Data for analysis section start

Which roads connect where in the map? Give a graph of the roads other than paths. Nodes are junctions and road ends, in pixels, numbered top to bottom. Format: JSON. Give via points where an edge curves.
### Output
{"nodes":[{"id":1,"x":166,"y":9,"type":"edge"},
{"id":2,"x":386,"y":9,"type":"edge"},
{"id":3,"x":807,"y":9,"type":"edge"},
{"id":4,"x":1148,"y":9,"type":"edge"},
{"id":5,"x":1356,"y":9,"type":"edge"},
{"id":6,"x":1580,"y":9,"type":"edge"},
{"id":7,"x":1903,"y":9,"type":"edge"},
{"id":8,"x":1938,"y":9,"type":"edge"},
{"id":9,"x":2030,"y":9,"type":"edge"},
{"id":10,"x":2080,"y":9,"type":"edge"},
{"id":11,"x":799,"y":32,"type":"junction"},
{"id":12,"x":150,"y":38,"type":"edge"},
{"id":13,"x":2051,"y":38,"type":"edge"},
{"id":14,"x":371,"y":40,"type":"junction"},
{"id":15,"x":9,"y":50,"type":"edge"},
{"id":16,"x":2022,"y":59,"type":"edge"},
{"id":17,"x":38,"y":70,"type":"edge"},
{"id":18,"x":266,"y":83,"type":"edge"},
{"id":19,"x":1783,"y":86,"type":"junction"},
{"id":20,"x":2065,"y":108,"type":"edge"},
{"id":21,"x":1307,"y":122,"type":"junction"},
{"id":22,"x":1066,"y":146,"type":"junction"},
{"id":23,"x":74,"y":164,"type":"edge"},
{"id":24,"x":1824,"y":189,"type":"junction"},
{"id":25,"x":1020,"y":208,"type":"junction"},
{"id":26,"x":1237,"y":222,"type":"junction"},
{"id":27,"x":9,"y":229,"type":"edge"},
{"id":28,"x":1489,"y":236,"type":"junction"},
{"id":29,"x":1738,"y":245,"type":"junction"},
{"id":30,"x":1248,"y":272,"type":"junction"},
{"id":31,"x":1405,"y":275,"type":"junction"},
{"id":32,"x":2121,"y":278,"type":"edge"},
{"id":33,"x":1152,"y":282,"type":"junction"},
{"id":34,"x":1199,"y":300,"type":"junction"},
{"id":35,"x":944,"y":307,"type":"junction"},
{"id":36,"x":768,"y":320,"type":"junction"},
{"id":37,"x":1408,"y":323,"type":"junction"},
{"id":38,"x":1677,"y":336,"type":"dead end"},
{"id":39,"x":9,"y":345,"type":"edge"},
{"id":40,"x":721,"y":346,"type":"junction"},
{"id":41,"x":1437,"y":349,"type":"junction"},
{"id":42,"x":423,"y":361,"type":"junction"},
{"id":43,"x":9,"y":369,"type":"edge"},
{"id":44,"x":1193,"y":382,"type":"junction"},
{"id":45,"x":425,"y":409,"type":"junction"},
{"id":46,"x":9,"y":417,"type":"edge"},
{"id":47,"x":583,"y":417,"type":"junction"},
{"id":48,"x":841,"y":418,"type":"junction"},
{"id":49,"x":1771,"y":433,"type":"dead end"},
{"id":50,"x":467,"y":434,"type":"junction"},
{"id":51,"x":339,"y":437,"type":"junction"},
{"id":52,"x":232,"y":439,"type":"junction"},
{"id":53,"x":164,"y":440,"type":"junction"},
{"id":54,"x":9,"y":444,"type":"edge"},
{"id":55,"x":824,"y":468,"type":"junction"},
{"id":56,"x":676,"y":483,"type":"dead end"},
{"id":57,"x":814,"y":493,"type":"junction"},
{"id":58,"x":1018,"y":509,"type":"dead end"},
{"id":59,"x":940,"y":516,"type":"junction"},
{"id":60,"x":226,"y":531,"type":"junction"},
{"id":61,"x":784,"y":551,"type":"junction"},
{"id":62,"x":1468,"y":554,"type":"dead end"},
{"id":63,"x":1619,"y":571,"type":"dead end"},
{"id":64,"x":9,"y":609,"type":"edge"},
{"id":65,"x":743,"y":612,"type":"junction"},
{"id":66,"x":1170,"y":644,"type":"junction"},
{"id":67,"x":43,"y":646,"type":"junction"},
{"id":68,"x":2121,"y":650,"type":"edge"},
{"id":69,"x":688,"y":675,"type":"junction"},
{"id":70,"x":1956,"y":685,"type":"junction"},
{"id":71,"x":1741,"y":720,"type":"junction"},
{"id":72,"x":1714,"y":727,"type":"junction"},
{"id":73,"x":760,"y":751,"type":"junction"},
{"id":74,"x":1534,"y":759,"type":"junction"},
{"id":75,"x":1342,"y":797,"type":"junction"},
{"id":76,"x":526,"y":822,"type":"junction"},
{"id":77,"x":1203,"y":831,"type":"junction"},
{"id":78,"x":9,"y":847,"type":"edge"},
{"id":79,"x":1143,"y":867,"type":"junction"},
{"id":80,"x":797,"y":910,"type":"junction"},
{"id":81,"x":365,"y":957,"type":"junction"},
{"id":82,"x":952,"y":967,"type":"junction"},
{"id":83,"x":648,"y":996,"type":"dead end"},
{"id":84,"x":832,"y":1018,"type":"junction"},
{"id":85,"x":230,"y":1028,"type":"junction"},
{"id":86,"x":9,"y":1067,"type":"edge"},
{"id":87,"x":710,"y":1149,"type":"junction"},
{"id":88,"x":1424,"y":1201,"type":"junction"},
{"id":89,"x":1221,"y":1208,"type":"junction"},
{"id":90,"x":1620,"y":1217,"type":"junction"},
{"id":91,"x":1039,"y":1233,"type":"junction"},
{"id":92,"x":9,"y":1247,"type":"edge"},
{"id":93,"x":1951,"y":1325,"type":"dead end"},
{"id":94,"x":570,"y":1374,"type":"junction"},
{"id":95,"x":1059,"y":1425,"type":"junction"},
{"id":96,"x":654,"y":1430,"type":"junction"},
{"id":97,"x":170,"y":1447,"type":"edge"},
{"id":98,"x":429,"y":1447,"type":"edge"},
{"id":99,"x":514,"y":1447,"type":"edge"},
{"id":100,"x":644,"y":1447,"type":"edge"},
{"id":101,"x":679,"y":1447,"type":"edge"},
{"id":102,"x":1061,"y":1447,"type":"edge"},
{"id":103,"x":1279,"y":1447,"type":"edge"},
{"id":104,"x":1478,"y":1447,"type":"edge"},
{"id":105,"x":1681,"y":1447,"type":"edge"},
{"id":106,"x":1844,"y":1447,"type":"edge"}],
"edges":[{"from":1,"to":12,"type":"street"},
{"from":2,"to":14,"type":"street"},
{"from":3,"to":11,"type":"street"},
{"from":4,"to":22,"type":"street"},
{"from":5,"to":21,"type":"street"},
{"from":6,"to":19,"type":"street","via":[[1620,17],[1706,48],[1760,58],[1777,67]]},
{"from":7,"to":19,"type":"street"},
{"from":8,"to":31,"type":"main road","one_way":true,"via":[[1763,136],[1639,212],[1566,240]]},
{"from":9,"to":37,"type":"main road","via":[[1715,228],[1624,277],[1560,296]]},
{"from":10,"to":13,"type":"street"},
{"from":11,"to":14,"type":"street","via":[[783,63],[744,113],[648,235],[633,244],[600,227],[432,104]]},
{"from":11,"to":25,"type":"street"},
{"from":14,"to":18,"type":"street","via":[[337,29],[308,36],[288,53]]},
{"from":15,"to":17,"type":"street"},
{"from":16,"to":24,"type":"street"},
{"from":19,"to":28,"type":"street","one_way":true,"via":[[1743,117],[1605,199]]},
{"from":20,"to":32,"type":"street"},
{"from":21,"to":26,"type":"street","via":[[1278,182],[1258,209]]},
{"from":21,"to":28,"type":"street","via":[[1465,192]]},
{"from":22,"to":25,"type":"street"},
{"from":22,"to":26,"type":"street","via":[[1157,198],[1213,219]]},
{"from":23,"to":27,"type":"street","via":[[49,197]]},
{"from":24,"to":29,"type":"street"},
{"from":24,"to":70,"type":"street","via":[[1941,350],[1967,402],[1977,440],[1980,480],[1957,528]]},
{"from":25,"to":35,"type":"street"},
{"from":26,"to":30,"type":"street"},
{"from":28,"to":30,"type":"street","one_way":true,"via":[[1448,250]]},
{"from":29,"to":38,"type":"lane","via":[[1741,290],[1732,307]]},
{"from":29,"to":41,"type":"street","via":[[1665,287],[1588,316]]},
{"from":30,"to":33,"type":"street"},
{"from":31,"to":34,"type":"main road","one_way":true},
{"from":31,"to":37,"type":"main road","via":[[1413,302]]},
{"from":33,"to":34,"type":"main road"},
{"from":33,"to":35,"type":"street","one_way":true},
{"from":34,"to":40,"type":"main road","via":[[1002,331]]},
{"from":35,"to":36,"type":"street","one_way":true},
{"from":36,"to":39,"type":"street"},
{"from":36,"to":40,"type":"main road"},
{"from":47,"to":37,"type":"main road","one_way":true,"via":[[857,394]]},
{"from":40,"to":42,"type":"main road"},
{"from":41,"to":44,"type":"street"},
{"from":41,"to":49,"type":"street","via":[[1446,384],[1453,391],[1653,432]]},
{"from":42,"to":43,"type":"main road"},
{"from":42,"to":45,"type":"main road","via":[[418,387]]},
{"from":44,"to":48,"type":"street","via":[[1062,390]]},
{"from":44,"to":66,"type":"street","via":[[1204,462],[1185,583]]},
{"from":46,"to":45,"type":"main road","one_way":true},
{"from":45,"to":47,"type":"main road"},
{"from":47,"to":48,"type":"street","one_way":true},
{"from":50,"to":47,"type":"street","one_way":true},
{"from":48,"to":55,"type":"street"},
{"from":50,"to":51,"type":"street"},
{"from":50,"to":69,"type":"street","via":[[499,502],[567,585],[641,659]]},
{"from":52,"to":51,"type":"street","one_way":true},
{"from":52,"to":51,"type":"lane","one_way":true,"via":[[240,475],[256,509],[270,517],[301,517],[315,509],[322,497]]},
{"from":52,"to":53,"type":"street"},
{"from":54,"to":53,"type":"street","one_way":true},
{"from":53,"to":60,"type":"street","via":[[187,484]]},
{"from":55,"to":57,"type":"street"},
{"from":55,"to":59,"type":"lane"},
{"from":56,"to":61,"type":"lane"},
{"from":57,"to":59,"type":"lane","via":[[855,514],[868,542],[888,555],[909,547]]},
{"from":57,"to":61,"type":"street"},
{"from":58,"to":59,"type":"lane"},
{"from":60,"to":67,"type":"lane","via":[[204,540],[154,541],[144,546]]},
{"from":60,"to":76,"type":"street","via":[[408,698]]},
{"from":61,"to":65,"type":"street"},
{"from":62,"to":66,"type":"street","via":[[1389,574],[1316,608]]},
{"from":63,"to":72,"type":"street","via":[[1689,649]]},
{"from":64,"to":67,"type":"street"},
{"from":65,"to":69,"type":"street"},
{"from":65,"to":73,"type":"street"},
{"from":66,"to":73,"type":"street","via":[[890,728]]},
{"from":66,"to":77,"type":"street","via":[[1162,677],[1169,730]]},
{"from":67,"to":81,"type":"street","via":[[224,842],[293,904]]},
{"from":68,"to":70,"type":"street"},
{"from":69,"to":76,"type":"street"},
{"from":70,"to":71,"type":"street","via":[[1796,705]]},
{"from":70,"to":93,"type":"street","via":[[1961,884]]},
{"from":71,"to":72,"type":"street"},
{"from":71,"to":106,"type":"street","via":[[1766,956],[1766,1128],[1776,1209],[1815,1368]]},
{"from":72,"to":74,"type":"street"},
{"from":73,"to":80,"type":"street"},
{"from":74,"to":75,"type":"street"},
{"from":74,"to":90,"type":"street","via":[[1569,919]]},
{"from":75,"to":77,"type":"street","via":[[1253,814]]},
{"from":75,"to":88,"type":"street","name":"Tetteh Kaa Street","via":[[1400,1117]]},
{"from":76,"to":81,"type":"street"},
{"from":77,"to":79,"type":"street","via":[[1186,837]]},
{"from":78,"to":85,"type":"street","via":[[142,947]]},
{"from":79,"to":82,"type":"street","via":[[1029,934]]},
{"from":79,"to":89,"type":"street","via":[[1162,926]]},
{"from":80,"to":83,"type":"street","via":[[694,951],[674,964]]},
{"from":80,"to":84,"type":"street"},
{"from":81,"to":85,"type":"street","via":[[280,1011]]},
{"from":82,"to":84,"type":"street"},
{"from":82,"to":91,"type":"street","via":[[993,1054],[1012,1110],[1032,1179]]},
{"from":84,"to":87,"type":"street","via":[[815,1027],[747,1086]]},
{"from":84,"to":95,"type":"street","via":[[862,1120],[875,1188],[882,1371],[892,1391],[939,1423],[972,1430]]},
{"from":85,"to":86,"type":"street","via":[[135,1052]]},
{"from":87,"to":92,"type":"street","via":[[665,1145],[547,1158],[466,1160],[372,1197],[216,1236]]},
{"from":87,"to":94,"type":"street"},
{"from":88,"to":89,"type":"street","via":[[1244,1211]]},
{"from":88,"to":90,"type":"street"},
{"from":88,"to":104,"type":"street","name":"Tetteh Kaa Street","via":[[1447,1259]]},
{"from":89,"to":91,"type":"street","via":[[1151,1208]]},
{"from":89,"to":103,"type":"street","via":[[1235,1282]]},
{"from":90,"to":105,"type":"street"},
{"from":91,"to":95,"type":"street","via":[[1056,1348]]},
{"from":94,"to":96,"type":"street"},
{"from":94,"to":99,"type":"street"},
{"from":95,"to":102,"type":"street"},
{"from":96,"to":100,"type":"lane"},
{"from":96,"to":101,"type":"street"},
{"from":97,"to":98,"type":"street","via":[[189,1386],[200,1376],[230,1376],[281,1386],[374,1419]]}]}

Data for analysis section end
Data for analysis section start

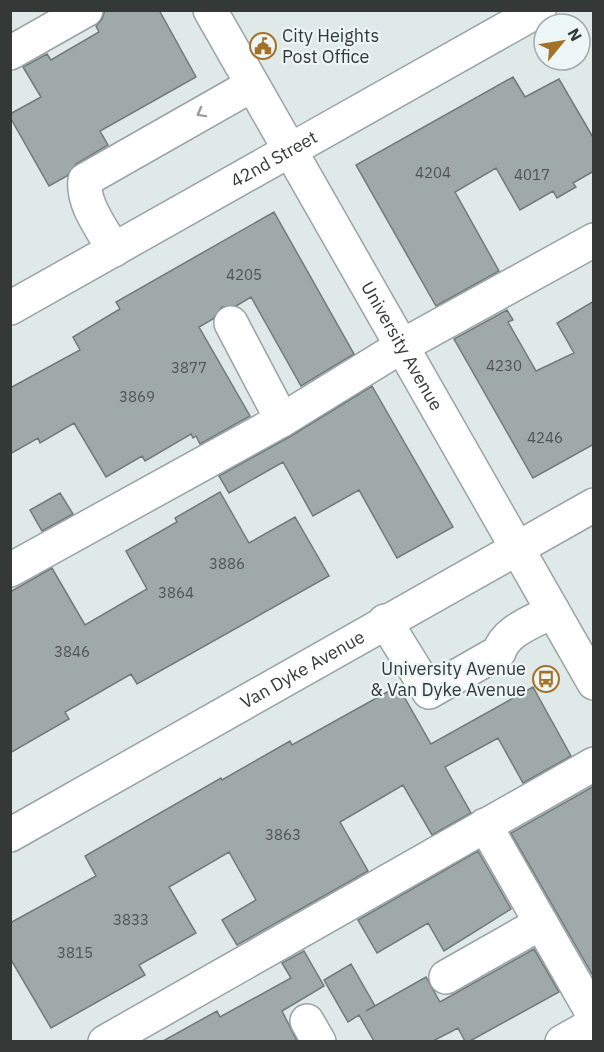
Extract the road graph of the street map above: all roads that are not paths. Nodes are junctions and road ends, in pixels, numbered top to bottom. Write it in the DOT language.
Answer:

Data for analysis section end

Select the lines in this material that hold the word "pixels", leaving none out.

## Response below:
Which roads connect where in the map? Give a graph of the roads other than paths. Nodes are junctions and road ends, in pixels, numbered top to bottom. Format: JSON. Give via points where an edge curves.
Extract the road graph of the street map above: all roads that are not paths. Nodes are junctions and road ends, in pixels, numbered top to bottom. Write it in the DOT language.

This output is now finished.